■ EXERCISE AIM
For the data below, restate word for word only the lines from the line containing "thumb mcp: (628, 381)" through the line containing "ring dip: (601, 220)", both ends included.

■ PROVIDED RECORDS
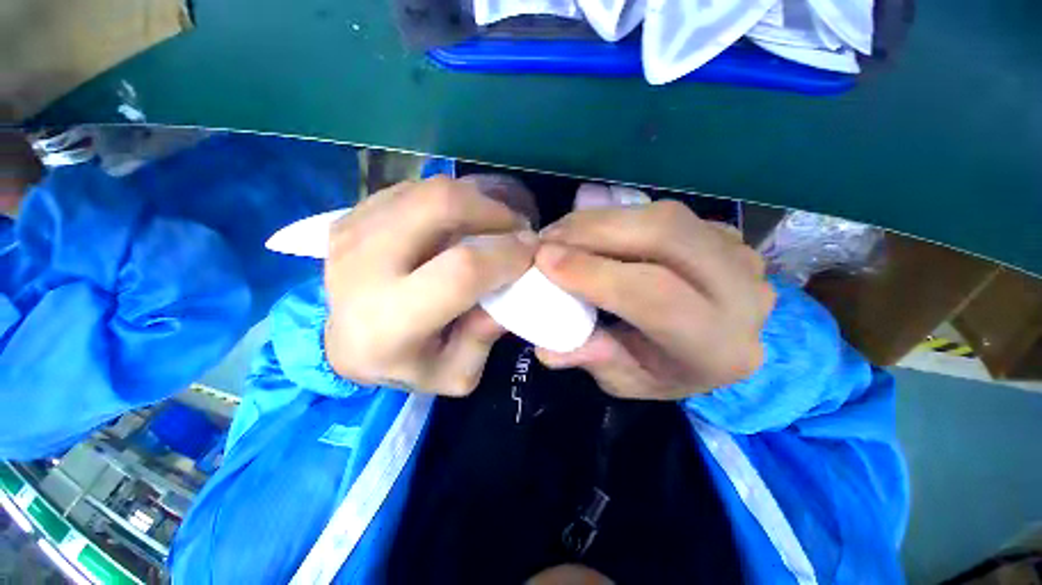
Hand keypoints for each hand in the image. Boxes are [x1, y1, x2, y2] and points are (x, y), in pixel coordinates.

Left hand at [324, 176, 536, 395]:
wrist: (342, 345)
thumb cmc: (405, 365)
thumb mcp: (456, 373)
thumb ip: (485, 336)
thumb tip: (514, 287)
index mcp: (390, 322)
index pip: (461, 271)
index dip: (507, 255)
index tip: (532, 252)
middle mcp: (363, 269)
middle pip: (439, 206)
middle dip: (493, 210)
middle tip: (515, 227)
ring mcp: (351, 234)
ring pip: (429, 190)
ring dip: (474, 202)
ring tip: (491, 225)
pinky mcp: (350, 217)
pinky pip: (412, 190)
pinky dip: (447, 200)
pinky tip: (457, 223)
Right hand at [535, 200, 775, 399]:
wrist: (716, 346)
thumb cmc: (669, 371)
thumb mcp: (628, 381)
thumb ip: (595, 360)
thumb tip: (546, 345)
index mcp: (718, 347)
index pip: (655, 297)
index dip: (595, 273)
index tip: (543, 260)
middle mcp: (743, 293)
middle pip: (665, 236)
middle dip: (594, 231)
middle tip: (547, 239)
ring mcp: (739, 254)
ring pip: (664, 217)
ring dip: (601, 220)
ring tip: (561, 233)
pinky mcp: (725, 232)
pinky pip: (664, 214)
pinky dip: (618, 217)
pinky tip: (592, 232)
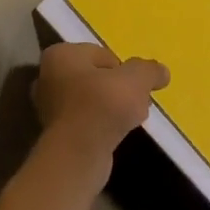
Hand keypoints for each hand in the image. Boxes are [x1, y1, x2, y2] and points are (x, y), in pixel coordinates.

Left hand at [32, 42, 169, 155]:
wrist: (78, 155)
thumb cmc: (102, 105)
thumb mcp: (135, 79)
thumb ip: (148, 71)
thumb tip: (162, 71)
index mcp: (60, 55)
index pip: (100, 54)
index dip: (123, 69)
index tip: (136, 86)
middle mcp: (47, 77)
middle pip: (96, 77)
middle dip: (118, 89)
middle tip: (136, 102)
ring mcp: (49, 107)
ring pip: (91, 100)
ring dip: (112, 109)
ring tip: (130, 120)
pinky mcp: (55, 134)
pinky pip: (86, 122)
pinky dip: (101, 126)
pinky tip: (116, 136)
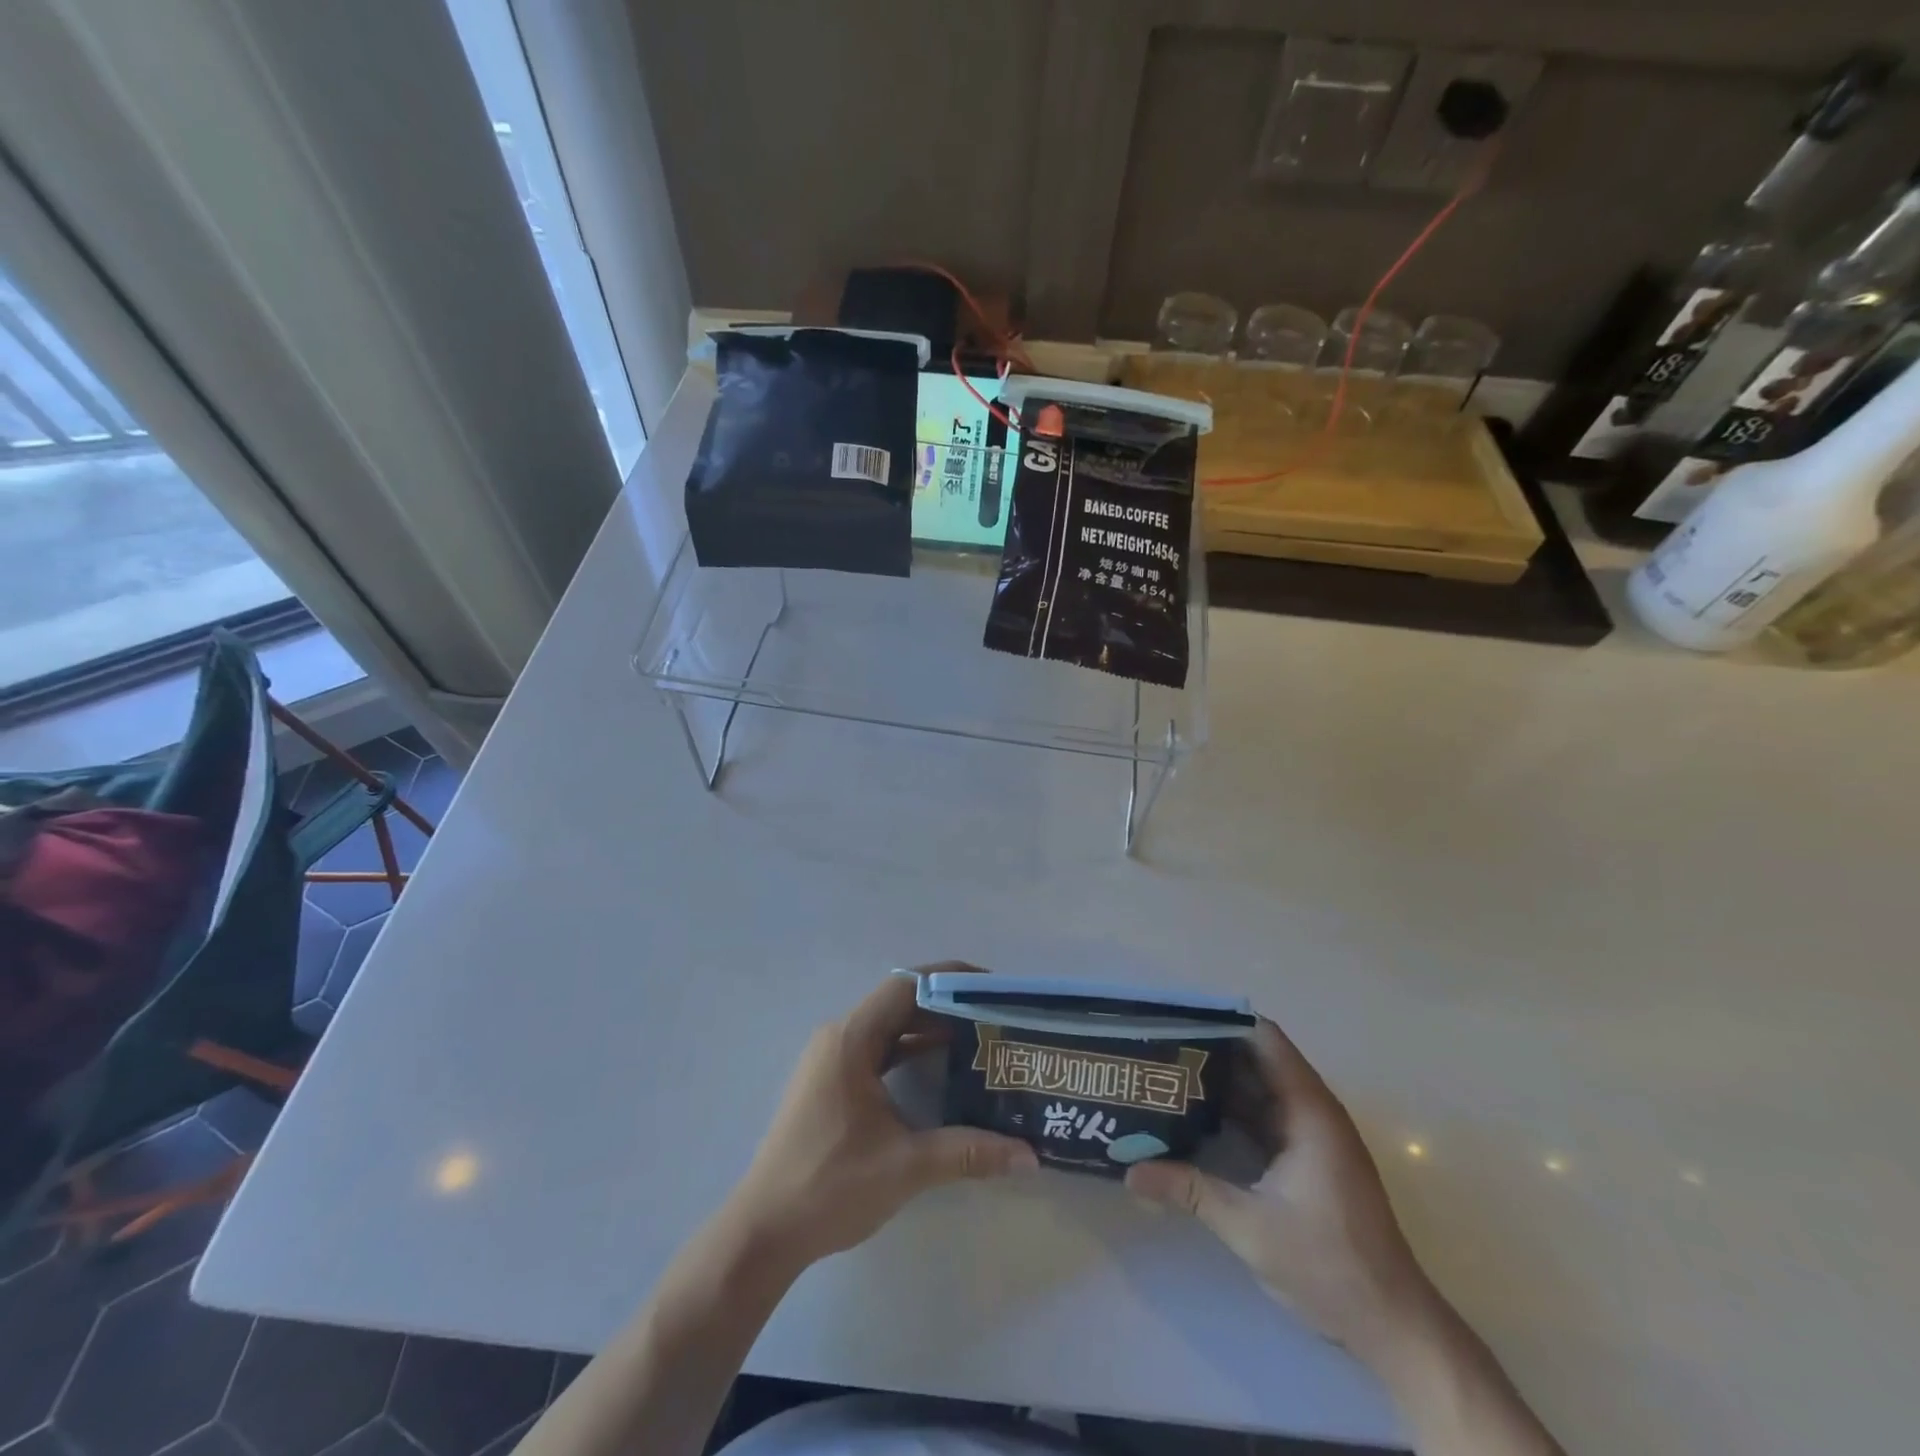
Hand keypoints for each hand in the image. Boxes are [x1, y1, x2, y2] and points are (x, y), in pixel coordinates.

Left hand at [723, 968, 1037, 1272]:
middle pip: (900, 1004)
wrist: (763, 1232)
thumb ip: (969, 1153)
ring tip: (979, 1039)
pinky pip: (878, 1052)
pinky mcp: (830, 1084)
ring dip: (930, 1031)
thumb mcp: (906, 1166)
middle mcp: (839, 1037)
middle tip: (995, 1017)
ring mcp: (831, 1061)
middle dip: (948, 1006)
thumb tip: (1030, 1157)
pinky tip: (942, 1070)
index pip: (906, 986)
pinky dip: (910, 1053)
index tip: (992, 988)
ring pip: (889, 1029)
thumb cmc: (830, 1186)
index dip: (950, 980)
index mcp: (851, 1038)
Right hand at [1125, 1017, 1434, 1364]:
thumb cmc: (1330, 1265)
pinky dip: (1231, 1113)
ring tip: (1165, 1074)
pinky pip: (1264, 1119)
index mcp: (1308, 1111)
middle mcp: (1313, 1113)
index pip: (1265, 1040)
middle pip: (1257, 1061)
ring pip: (1259, 1091)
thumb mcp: (1250, 1227)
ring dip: (1218, 1083)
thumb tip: (1129, 1172)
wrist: (1393, 1327)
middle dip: (1210, 1051)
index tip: (1177, 1019)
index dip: (1223, 1022)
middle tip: (1157, 1046)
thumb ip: (1189, 1191)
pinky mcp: (1308, 1161)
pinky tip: (1193, 1117)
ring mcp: (1312, 1137)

■ TASK RESPONSE
thumb mcp: (628, 381)
thumb ip: (595, 360)
thumb tip: (546, 345)
index mcp: (718, 347)
index pip: (655, 297)
index dip: (595, 273)
index tip: (543, 260)
middle mcp: (743, 293)
middle pip: (665, 236)
middle dip: (594, 231)
middle tip: (547, 239)
ring mcp: (739, 254)
ring pip: (664, 217)
ring dip: (601, 220)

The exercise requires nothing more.